(Saved data entries)

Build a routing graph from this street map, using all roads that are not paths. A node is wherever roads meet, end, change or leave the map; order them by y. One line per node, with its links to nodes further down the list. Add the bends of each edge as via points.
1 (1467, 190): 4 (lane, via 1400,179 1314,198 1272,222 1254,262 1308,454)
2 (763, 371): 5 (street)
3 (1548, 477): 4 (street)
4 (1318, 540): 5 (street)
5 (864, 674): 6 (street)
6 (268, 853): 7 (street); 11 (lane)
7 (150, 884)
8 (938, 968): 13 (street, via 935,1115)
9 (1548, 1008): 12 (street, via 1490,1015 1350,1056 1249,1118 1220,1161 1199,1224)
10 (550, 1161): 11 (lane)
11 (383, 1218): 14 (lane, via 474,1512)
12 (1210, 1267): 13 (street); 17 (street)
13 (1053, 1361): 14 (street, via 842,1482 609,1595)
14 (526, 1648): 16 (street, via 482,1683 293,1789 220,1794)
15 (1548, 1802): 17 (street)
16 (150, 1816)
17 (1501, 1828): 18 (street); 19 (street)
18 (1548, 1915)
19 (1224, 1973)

EXERCISE OBJECTIVE: All lines from the records above should be copied exactly.

FINISHED TASK:
Build a routing graph from this street map, using all roads that are not paths. A node is wherever roads meet, end, change or leave the map; order them by y. One line per node, with its links to nodes further down the list. Add the bends of each edge as via points.
1 (1467, 190): 4 (lane, via 1400,179 1314,198 1272,222 1254,262 1308,454)
2 (763, 371): 5 (street)
3 (1548, 477): 4 (street)
4 (1318, 540): 5 (street)
5 (864, 674): 6 (street)
6 (268, 853): 7 (street); 11 (lane)
7 (150, 884)
8 (938, 968): 13 (street, via 935,1115)
9 (1548, 1008): 12 (street, via 1490,1015 1350,1056 1249,1118 1220,1161 1199,1224)
10 (550, 1161): 11 (lane)
11 (383, 1218): 14 (lane, via 474,1512)
12 (1210, 1267): 13 (street); 17 (street)
13 (1053, 1361): 14 (street, via 842,1482 609,1595)
14 (526, 1648): 16 (street, via 482,1683 293,1789 220,1794)
15 (1548, 1802): 17 (street)
16 (150, 1816)
17 (1501, 1828): 18 (street); 19 (street)
18 (1548, 1915)
19 (1224, 1973)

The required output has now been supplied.